Dalla sentenza n. 49/2025, resa dalla Corte dei conti, sezione giurisdizionale per la regione Umbria, emerge con chiarezza che la dichiarazione di fallimento di una società partecipata, nella specie in house providing, non determina né l’emersione nel danno, né la sua conoscibilità, al più potendo rappresentare una presunzione in tal senso in quanto occorre tenere conto dell’oggettiva percepibilità del danno che potrebbe verificarsi in un momento antecedente alla dichiarazione di fallimento, come ad esempio l’approvazione del bilancio da cui deriva la definitiva perdita del capitale sociale
La prescrizione dell’azione erariale
Tema dibattuto è la prescrizione del danno erariale contestato dalla Procura contabile in presenza di un organismo pubblico per il quale vi è stata la dichiarazione di fallimento ovvero liquidazione giudiziale.
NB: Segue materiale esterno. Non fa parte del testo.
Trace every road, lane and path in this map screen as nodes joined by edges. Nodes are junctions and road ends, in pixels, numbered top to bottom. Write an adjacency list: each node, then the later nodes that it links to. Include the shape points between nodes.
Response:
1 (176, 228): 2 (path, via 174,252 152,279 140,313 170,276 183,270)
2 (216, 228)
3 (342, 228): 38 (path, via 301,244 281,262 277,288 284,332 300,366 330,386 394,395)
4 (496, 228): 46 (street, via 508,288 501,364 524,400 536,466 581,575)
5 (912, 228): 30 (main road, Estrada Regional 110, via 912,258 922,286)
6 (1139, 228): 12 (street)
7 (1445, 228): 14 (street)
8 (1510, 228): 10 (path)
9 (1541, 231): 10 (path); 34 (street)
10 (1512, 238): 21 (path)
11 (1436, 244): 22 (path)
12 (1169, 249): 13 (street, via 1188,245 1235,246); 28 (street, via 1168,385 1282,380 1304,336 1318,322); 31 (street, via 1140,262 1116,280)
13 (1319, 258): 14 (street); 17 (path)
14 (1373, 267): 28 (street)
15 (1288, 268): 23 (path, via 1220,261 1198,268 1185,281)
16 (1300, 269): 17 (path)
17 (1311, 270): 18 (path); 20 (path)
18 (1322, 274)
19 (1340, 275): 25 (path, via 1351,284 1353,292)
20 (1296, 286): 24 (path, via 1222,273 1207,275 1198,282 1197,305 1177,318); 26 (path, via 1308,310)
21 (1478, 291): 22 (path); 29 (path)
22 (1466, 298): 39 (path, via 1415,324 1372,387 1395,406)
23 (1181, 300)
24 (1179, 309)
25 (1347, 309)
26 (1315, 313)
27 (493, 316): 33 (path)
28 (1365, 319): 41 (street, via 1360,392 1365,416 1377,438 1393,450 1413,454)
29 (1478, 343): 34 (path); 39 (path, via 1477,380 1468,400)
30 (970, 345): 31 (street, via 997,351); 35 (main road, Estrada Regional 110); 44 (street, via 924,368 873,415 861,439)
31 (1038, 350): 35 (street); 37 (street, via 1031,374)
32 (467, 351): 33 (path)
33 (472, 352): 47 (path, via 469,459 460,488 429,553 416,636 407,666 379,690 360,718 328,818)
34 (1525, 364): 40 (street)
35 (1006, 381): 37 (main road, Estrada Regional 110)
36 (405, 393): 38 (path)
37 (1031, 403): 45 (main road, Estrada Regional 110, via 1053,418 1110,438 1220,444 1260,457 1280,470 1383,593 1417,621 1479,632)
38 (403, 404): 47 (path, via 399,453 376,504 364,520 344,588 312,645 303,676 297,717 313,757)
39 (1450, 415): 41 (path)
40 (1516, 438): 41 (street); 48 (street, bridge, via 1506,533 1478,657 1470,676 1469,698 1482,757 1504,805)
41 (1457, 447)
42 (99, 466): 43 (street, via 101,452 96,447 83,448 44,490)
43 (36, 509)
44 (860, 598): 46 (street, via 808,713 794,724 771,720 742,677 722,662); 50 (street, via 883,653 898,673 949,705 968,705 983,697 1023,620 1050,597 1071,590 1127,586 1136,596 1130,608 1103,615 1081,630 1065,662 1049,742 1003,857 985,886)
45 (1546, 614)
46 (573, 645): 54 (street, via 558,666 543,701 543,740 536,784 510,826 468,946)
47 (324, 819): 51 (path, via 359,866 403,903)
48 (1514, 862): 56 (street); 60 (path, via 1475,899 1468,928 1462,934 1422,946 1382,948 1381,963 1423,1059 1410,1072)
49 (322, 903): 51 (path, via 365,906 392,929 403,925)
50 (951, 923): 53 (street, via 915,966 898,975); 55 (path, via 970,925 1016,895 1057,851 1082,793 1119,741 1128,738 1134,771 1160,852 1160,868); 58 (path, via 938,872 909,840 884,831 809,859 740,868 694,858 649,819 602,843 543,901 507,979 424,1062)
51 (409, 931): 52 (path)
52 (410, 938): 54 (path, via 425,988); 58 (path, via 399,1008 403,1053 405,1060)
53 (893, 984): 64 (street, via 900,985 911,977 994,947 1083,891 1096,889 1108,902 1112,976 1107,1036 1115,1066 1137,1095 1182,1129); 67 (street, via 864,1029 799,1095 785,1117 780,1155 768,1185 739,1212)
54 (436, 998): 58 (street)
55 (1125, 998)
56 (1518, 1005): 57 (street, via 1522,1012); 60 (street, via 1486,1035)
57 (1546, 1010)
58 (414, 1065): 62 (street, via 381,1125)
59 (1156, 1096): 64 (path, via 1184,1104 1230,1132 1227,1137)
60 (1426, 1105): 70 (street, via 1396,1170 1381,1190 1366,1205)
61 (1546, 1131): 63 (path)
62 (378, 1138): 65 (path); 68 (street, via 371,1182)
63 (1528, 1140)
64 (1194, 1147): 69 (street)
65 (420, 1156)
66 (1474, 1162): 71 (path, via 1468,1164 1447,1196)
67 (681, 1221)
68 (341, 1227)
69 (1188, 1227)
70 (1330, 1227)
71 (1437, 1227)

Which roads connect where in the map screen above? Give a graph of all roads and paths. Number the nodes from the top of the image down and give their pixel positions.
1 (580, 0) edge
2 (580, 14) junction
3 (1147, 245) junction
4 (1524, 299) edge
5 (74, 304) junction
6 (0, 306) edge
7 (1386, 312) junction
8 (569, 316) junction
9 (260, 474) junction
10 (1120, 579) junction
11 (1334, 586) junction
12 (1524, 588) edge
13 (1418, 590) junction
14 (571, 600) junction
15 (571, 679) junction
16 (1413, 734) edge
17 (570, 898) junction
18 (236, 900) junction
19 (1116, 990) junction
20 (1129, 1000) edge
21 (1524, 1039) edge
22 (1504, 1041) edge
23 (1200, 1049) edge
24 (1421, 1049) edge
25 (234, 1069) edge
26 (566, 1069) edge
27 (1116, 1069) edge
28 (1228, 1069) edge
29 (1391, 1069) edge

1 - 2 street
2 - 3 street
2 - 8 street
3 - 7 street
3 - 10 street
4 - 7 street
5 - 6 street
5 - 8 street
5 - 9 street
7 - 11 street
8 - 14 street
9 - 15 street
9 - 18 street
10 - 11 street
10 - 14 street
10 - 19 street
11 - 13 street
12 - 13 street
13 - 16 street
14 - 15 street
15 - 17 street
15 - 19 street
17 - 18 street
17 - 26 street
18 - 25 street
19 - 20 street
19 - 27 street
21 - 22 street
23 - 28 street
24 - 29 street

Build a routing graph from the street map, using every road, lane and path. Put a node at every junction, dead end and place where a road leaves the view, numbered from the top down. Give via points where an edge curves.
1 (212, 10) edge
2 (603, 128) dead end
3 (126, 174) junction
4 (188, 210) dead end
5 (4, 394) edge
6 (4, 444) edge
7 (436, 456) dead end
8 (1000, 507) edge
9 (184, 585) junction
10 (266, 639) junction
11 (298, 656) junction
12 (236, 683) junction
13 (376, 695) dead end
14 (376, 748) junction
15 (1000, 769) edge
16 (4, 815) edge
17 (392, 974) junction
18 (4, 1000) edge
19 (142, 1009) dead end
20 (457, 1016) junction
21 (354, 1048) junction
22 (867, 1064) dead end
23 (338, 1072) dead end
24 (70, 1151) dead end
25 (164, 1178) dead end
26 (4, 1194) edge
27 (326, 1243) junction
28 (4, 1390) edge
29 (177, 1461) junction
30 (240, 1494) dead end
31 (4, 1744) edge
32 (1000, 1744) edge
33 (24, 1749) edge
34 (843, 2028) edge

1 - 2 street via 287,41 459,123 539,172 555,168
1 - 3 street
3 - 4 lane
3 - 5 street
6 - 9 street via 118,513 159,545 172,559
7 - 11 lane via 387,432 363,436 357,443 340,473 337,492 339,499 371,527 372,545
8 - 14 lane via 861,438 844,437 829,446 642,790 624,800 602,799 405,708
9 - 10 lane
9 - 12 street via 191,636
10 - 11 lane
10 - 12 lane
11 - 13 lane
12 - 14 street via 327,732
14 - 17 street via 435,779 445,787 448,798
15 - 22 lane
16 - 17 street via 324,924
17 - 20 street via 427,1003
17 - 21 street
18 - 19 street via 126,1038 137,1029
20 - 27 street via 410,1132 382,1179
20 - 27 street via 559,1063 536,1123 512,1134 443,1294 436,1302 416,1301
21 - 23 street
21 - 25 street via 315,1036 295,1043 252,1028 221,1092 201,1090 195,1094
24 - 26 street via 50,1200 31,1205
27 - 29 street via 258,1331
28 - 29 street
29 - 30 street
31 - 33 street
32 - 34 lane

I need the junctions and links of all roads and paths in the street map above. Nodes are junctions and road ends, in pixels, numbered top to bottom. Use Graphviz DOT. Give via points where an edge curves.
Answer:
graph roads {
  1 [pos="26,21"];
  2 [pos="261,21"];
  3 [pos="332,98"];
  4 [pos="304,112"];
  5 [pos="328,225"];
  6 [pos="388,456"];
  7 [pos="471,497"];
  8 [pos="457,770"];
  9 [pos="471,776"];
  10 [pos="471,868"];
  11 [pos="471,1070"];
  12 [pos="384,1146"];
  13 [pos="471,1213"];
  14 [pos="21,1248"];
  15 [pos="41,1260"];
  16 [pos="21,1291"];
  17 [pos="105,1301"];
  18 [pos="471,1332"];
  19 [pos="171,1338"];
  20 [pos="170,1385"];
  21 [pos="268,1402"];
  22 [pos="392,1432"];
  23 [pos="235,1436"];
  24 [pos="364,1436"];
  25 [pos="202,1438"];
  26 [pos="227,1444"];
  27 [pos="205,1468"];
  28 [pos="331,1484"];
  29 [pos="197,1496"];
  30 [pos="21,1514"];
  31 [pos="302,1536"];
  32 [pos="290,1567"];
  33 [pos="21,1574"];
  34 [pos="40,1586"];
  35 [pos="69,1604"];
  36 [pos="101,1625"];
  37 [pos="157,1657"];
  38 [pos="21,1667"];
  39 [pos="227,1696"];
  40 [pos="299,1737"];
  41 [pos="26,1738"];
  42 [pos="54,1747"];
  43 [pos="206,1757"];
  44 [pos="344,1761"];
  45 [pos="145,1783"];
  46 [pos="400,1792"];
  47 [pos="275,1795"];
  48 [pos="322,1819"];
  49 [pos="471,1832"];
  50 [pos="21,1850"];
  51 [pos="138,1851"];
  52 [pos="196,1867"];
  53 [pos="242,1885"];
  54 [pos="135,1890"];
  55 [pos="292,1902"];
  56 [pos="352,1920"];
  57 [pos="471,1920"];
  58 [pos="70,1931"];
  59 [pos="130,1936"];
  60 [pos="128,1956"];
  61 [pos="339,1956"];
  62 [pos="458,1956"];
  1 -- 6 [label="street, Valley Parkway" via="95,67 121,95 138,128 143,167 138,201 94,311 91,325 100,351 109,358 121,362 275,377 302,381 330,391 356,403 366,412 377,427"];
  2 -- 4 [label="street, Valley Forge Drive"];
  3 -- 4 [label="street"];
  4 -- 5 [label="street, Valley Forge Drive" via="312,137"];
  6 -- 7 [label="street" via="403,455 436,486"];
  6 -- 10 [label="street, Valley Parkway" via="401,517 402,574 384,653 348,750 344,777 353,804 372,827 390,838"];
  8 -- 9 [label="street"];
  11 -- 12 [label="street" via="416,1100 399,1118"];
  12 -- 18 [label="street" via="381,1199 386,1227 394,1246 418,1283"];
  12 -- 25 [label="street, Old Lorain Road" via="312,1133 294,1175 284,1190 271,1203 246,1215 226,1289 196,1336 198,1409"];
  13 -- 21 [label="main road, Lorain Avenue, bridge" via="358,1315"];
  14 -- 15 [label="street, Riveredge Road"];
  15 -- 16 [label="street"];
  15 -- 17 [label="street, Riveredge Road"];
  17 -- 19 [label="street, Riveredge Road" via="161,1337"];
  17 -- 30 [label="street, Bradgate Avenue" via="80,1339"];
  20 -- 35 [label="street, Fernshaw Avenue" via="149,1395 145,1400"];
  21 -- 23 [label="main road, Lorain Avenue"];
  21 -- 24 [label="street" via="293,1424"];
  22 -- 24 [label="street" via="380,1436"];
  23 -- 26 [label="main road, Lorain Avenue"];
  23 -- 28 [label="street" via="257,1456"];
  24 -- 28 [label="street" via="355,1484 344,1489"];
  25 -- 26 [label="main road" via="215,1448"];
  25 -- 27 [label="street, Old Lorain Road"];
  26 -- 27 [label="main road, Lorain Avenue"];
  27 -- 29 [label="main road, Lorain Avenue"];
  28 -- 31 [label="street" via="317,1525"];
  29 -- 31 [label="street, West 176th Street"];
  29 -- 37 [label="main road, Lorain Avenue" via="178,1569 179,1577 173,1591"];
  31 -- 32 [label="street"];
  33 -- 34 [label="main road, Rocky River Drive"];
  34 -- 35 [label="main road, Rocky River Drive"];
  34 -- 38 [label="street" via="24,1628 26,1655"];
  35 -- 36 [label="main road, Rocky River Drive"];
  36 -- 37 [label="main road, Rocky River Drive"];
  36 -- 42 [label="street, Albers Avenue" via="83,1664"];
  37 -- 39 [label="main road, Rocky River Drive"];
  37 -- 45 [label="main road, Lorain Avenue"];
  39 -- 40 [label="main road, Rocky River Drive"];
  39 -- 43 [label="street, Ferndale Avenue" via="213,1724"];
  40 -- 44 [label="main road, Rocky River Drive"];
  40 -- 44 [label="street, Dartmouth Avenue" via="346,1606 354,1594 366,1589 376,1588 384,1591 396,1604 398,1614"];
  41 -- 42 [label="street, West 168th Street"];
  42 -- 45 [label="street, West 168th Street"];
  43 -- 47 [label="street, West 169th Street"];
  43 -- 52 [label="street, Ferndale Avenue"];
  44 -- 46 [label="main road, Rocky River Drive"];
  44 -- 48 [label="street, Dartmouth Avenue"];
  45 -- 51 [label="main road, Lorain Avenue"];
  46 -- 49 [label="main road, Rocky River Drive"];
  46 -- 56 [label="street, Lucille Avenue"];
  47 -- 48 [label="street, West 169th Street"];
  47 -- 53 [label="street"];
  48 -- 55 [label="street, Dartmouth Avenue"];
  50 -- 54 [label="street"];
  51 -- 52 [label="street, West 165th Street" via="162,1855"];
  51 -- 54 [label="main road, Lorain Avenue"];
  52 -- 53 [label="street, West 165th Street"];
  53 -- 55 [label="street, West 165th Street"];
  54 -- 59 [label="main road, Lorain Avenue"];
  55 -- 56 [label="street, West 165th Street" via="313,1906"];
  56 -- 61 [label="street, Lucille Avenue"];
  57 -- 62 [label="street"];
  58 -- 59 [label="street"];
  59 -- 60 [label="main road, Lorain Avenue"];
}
La giurisprudenza contabile è ferma nell’affermare che “In tema di azione di responsabilità contro amministratori e sindaci, ai sensi degli artt. 2393 e 2394 cod. civ., la decorrenza del termine di prescrizione quinquennale (dal momento in cui il patrimonio sociale risulti insufficiente al soddisfacimento dei crediti sociali) può essere anteriore o posteriore alla dichiarazione di fallimento o all’assoggettamento dell’impresa alla liquidazione coatta amministrativa e può non coincidere con la dichiarazione dello stato di insolvenza, ma presuppone che detta insufficienza – intesa come eccedenza delle passività sulle attività del patrimonio netto dell’impresa o insufficienza dell’attivo sociale a soddisfare i debiti della società – sia oggettivamente conoscibile dai creditori. Ai fini dell’individuazione del momento di esteriorizzazione dell’insufficienza patrimoniale antecedente al fallimento o alla messa in liquidazione coatta amministrativa, è senz’altro idoneo il bilancio di esercizio, tenuto conto della sua opponibilità “erga omnes” e della sua leggibilità anche per operatori non particolarmente qualificati.”
L’azione di responsabilità sociale, esperita nei confronti dei sindaci e degli amministratori racchiude in sé, le azioni ex artt. 2393 e 2394 c.c. ed è diretta alla reintegrazione del patrimonio della fallita.
Essa è attuata nel momento in cui il patrimonio sociale non risulti sufficiente a soddisfare i creditori della società fallita e si manifesti, dunque, il decremento patrimoniale, sotto forma di danno emergente e lucro cessante, costituente il pregiudizio che la società non avrebbe subito in mancanza del comportamento illegittimo degli amministratori e dei sindaci.
L’orientamento della Suprema Corte, invece, precisa che l’azione sociale di responsabilità, pur quando sia esercitata dal curatore del fallimento, si prescrive nel termine di cinque anni, con decorrenza dal momento dell’oggettiva percepibilità, da parte dei creditori, dell’insufficienza dell’attivo a soddisfare i debiti: la prescrizione decorre, cioè, dal momento in cui l’insufficienza del patrimonio sociale al soddisfacimento dei crediti risulti da qualsiasi fatto che possa essere conosciuto.